* DIRECTIONS: Find all the lines in the entries below that hold the word "Avenue" and copy them.

[[ SOURCE RECORDS open ]]

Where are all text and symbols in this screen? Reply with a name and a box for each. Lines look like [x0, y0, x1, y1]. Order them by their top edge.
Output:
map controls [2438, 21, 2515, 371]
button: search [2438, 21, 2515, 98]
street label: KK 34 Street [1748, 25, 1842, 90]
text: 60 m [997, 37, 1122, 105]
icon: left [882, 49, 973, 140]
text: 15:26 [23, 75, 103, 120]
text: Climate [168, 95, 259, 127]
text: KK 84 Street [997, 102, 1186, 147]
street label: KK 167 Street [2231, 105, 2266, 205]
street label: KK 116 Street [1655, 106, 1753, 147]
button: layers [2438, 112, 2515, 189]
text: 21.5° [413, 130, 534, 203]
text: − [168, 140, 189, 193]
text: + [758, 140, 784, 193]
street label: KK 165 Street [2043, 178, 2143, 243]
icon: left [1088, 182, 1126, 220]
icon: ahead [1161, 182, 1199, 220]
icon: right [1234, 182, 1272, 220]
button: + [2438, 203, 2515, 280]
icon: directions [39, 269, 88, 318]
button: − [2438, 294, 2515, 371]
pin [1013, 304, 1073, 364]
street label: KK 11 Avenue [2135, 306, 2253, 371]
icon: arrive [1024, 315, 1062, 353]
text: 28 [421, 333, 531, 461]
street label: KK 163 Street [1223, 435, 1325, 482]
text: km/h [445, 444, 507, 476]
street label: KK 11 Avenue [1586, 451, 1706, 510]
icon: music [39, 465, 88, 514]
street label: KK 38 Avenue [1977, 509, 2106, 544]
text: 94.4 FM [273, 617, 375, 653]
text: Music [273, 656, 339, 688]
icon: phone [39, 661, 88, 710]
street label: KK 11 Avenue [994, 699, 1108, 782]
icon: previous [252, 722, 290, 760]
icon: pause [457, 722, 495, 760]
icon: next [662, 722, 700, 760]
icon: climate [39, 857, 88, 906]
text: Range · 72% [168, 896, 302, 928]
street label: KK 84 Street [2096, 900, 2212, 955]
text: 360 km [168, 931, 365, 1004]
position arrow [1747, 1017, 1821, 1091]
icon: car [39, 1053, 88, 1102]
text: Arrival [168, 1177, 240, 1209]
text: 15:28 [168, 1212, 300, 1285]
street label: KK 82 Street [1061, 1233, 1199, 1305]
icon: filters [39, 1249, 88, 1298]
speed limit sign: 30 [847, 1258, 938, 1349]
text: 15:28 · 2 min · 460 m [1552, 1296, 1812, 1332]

[[ SOURCE RECORDS closed ]]

* RESPONSE AREA:
street label: KK 11 Avenue [2135, 306, 2253, 371]
street label: KK 11 Avenue [1586, 451, 1706, 510]
street label: KK 38 Avenue [1977, 509, 2106, 544]
street label: KK 11 Avenue [994, 699, 1108, 782]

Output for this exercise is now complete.